The data on partial BF (direct BF or EBM with formula) raises similar concerns about BF duration following discharge, but it is possible that with support and guidance, this feeding modality could potentially evolve into exclusive BF. Earlier investigators, however, noted that EBM alone, without directly BF at 3 days postpartum could associate with shorter BF duration . More recently, other authors reported that pumping without feeding at the breast is associated with shorter milk feeding duration and early introduction of formula as compared to feedings at the breast with or without pumping [49,51]. We agree with Keim, et al.  in that some dyads that cannot feed at the breast initially, an eventual transition is possible and should be encouraged [49,52].
Limitations to this investigation are those inherent to the retrospective design and the lack of follow-up information regarding infant feeding after discharge.

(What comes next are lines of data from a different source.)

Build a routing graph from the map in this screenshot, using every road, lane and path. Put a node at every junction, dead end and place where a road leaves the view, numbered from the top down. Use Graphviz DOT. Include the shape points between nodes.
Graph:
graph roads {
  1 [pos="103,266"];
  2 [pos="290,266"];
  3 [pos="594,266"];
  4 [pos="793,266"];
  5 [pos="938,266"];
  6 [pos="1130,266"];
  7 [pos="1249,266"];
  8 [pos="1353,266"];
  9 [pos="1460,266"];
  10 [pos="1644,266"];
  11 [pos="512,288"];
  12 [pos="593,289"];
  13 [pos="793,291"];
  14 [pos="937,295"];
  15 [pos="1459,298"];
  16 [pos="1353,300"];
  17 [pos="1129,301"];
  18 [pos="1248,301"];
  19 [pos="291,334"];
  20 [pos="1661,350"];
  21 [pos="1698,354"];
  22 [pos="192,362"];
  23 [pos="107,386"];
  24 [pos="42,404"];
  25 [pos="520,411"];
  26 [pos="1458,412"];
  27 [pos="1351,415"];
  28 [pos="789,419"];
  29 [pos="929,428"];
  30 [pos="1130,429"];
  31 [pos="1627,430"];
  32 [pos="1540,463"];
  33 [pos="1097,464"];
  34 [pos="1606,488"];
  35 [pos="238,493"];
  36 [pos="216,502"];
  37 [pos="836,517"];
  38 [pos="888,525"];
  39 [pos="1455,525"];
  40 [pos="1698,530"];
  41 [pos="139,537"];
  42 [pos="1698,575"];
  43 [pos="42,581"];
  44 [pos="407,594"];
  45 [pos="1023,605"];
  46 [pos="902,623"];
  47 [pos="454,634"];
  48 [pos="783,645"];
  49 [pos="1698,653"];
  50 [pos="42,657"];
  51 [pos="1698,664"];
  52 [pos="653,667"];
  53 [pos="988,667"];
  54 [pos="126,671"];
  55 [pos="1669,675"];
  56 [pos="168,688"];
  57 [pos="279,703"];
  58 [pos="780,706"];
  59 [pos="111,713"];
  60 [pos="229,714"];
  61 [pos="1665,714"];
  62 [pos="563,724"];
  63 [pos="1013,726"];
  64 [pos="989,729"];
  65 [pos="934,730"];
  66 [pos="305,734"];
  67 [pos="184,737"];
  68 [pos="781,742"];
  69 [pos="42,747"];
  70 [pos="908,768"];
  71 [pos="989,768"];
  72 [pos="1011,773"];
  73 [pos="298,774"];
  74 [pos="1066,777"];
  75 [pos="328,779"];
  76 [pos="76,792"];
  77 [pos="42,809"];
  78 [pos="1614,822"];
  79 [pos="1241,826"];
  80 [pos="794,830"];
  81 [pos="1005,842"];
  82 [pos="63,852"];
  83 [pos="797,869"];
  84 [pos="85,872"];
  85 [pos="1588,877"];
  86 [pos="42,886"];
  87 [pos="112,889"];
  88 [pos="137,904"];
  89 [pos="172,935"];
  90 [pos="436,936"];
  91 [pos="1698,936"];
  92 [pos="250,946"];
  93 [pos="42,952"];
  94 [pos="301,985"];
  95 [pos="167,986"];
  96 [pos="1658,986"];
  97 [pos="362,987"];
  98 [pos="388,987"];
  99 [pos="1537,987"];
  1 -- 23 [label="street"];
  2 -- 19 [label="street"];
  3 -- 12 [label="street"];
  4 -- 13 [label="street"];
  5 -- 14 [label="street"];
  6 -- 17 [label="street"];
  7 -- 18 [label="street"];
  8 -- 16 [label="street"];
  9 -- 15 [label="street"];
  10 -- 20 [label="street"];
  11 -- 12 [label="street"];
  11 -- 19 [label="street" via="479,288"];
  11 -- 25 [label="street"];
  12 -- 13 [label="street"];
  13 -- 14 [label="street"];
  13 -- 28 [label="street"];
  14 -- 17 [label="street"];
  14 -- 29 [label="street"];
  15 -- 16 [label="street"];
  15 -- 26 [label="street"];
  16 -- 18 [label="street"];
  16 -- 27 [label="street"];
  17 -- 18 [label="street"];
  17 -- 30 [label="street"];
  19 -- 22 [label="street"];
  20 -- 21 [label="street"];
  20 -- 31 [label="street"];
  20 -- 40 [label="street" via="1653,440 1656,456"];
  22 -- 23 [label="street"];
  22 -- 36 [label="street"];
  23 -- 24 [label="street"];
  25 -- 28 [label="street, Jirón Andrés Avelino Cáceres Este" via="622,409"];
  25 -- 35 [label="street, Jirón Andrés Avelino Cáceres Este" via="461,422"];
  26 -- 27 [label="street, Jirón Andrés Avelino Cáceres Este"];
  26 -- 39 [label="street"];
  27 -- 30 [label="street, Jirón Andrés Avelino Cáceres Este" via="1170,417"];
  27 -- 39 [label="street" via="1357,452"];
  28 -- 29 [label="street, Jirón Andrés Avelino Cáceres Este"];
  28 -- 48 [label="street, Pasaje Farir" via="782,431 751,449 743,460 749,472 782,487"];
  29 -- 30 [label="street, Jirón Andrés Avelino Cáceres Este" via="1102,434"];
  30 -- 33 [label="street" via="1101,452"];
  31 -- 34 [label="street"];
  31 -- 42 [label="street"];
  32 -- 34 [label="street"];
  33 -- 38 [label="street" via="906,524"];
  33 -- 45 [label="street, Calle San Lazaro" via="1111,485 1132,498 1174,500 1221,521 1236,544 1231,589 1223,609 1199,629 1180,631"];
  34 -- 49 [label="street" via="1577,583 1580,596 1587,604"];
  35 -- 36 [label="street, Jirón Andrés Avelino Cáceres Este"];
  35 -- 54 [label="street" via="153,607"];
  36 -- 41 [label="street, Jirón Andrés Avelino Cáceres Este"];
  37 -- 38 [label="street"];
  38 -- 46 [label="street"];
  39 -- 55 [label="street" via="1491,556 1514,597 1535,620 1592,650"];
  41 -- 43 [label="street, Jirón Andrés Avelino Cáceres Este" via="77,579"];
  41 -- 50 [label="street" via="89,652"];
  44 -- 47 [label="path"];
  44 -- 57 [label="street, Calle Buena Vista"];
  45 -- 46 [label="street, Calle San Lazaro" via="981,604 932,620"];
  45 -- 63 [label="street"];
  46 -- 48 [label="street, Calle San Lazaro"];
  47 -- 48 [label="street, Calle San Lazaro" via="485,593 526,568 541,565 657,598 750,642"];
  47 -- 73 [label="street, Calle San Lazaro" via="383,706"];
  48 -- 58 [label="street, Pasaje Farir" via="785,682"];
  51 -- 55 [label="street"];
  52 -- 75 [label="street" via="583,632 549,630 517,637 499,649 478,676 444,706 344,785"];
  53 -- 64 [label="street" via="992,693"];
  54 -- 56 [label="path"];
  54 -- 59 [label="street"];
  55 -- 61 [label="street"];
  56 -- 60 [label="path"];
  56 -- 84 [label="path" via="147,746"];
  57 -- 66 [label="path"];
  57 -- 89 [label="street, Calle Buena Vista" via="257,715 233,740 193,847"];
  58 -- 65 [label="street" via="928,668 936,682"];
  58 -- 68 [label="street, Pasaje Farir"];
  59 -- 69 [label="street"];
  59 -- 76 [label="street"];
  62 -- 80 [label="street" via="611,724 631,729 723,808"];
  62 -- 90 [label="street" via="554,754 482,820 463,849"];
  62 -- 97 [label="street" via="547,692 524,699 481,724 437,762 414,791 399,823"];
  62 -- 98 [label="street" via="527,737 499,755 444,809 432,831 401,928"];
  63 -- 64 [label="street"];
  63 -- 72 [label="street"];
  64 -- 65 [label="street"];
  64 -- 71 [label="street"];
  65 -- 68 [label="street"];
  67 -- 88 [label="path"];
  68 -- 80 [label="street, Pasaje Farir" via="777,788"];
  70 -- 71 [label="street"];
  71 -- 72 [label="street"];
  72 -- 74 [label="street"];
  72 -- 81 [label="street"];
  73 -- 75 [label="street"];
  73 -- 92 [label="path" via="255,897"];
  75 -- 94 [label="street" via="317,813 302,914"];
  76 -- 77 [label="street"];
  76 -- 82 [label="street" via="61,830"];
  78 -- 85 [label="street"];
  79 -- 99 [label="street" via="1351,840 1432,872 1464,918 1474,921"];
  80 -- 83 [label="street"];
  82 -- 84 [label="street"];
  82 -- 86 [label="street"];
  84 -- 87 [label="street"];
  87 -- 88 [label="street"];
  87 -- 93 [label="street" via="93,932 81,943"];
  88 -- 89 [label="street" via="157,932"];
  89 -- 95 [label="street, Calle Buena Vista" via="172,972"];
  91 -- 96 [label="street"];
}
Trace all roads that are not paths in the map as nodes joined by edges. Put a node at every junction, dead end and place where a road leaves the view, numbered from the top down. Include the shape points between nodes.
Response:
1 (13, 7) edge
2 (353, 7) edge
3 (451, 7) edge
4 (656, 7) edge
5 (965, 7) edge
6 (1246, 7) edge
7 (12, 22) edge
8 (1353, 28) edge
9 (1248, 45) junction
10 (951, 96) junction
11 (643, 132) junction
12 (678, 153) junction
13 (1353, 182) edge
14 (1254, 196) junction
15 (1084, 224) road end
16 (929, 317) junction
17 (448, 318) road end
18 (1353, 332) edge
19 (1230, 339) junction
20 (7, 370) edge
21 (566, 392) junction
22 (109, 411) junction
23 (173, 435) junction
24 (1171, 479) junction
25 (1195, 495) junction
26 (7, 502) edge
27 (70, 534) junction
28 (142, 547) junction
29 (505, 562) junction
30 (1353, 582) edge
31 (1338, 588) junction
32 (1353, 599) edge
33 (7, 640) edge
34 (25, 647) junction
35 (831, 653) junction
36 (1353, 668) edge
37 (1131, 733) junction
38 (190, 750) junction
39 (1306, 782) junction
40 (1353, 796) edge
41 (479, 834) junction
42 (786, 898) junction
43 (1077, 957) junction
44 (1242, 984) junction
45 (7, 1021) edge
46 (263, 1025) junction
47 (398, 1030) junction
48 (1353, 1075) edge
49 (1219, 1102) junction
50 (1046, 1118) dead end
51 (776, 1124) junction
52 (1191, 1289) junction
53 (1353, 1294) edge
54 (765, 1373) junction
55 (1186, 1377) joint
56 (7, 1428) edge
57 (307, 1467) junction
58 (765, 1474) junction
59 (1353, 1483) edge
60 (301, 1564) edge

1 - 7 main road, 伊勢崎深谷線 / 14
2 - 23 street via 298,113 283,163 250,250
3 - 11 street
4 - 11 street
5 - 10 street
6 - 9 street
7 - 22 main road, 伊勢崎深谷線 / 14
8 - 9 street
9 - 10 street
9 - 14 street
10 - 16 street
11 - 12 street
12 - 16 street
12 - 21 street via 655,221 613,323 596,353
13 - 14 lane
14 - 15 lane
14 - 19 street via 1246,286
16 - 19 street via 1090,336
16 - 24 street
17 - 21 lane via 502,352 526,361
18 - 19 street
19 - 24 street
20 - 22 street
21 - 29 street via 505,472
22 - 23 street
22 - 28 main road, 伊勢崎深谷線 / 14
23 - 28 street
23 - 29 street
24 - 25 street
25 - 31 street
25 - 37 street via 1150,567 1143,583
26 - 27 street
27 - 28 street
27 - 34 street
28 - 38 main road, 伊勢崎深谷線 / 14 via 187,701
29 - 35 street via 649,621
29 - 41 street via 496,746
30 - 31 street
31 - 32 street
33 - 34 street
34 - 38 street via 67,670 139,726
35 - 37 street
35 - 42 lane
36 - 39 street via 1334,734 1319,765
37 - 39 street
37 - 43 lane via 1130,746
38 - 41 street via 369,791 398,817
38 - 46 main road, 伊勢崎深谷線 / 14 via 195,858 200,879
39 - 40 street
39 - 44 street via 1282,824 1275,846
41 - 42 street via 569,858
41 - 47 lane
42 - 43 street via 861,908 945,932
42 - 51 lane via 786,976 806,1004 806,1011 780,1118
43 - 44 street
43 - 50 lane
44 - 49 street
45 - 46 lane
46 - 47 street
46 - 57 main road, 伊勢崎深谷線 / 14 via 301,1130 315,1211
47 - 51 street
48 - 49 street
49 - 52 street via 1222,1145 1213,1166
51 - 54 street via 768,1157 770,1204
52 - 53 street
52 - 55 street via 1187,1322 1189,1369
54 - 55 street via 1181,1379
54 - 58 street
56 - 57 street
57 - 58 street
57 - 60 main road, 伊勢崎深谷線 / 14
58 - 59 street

Also, the definition of BF initiation at discharge may be applicable only to women with high risk obstetrical conditions for whom early mother-infant contact may be delayed. The strength of this investigation rests on the size of the obstetrical and neonatal population and the fact that the data were obtained directly from medical records, not via post-delivery maternal questionnaires.
In conclusion, traditionally recognized obstacles to BF initiation appeared to affect both groups, however, several were more common in the PDM group where women were more often multiparous without prior BF experience, obese, had fewer vaginal deliveries, more CHTN, neonatal hypoglycemia and admissions to the NICU. Although intention to BF was similar, BF initiation rates for both the PSF and PDM groups were below that of the general maternal population with the BF initiation rate for the PDM group particularly concerning. Women with PSF and PDM represent groups that will require novel and targeted interventions to improve BF initiation rates.